Пап грузно поднялся и пошёл к двери. «Ни здравствуй, ни прощай — встал и пошёл. Странный!» — думал Зяблик, провожая изумлённым взглядом колыхающуюся тушу в коричневом, цвета жжёной глины, костюме. Дверь Пап распахнул ногой и оставил её открытой. Хамство, конечно, но Зяблик терпел Папа и даже как будто заискивал перед ним.
Интуитивно Зяблик видел в нём силу; Пап — единственный, кто заглядывал ему в душу и видел там все копошащиеся страхи и тревоги; человек вообще не любит являться на свет без прикрытия; Зяблик под сверлящим насмешливым взглядом Папа чувствовал себя как человек, выбежавший из бани в чём мать родила на ледяной ветер. Пап каждым словом, каждым жестом говорит: я лучше тебя, чище, а вообще-то я на всех вас плевал, и если вздумаю, то завтра же от вас уйду.
Встречи с Папом были у Зяблика не часты, не долги, но требовали большого напряжения. Побудут вместе двадцать-тридцать минут — и Зяблик разбит, больше ничего не может делать. В рассеянности собирает бумаги и уходит домой. Дома пьёт густо заваренный чай или кофе, много ест сахара и заваливается на диван. На звонки не отвечает. Он только к утру следующего дня приходит в норму. И все мысли о причинах такого воздействия Папа гонит прочь, знает: завтра будет день и силы вернутся.
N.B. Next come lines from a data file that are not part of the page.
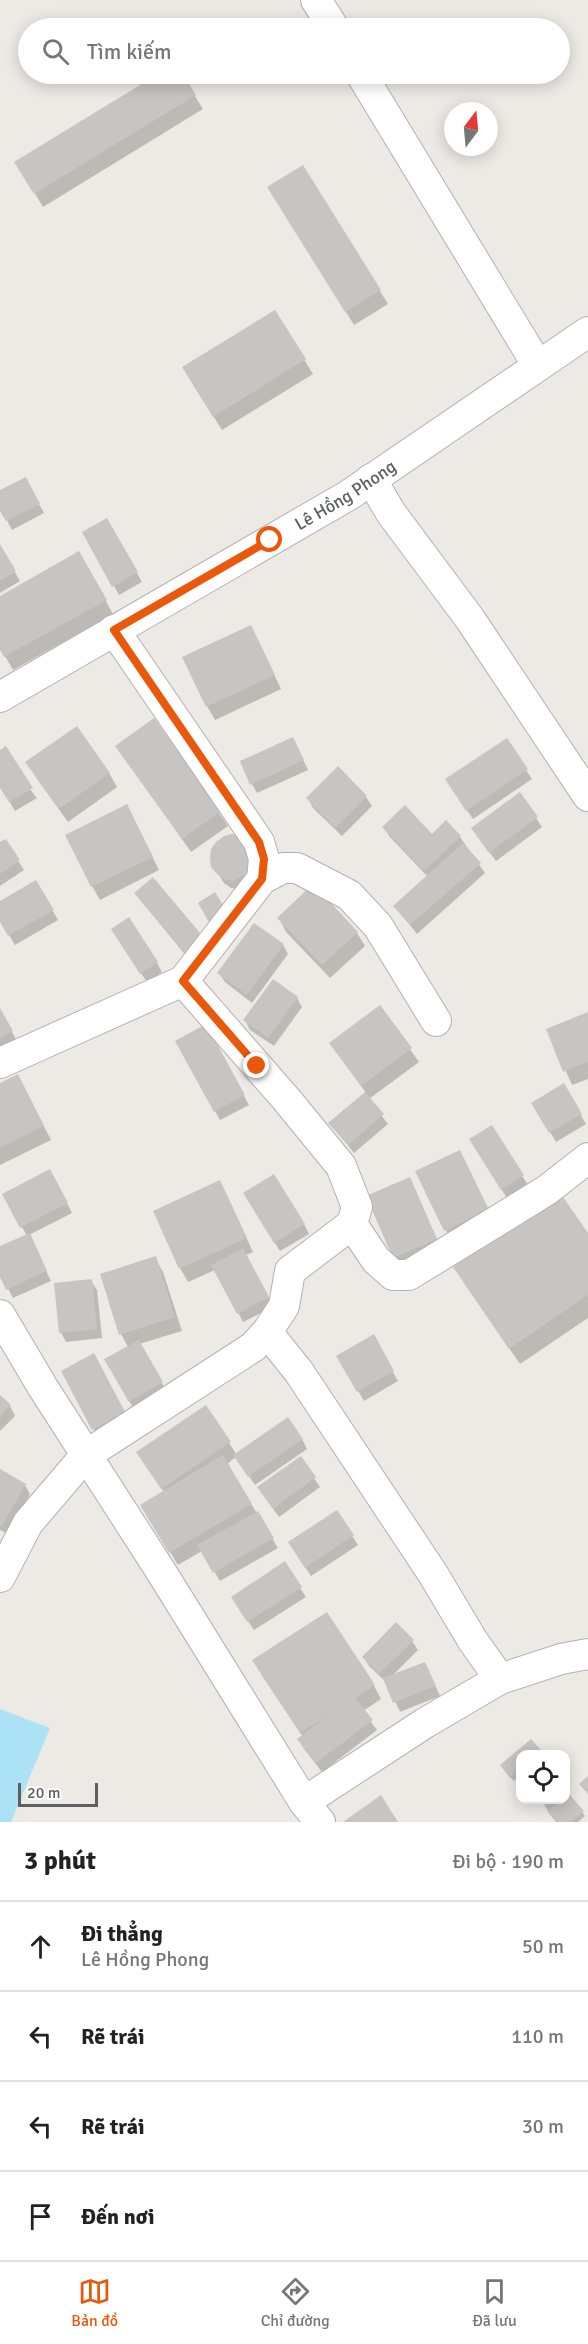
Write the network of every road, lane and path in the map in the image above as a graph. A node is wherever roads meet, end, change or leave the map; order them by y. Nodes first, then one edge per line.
1 (316, 0) edge
2 (328, 18) edge
3 (367, 84) edge
4 (588, 332) edge
5 (538, 366) junction
6 (371, 479) junction
7 (114, 630) junction
8 (3, 688) edge
9 (588, 796) edge
10 (262, 879) junction
11 (183, 981) junction
12 (436, 1021) dead end
13 (0, 1064) edge
14 (588, 1158) edge
15 (352, 1224) junction
16 (0, 1315) edge
17 (267, 1332) junction
18 (86, 1455) junction
19 (2, 1567) edge
20 (588, 1654) edge
21 (500, 1679) junction
22 (312, 1812) edge

1 - 2 street
3 - 5 street
4 - 5 street, Lê Hồng Phong
5 - 6 street, Lê Hồng Phong
6 - 7 street, Lê Hồng Phong
6 - 9 street
7 - 8 street, Lê Hồng Phong
7 - 10 street
10 - 11 street
10 - 12 street
11 - 13 street
11 - 15 street
14 - 15 street
15 - 17 street
16 - 18 street
17 - 18 street
17 - 21 street
18 - 19 street
18 - 22 street
20 - 21 street
21 - 22 street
Сегодня, проводив недоумённым взглядом Папа, тоже почувствовал слабость, но из кабинета не уходил. Он бы и ушёл, — свободен, — институтские дела его не интересовали, для себя решил: наука сама по себе, пусть катится, точно ручеёк с горки. Забота одна: самоутверждение. Укрепиться, возвысить тех, кто служит не делу, не науке — ему, вот первая цель и задача. А параллельно — жать, преследовать неугодных — тут и вся философия его жизни. В голове уйма планов, задумок, но все не к спеху, за них возьмётся после приезда из-за границы. Одна вот только… проклятая угроза Галкина торчит в голове занозой; пожалуй, не рассеется и там, за рубежом, она лишит покоя, расстроит здоровье. Нет, сейчас же вызовет наглеца, всё выяснит, примет меры.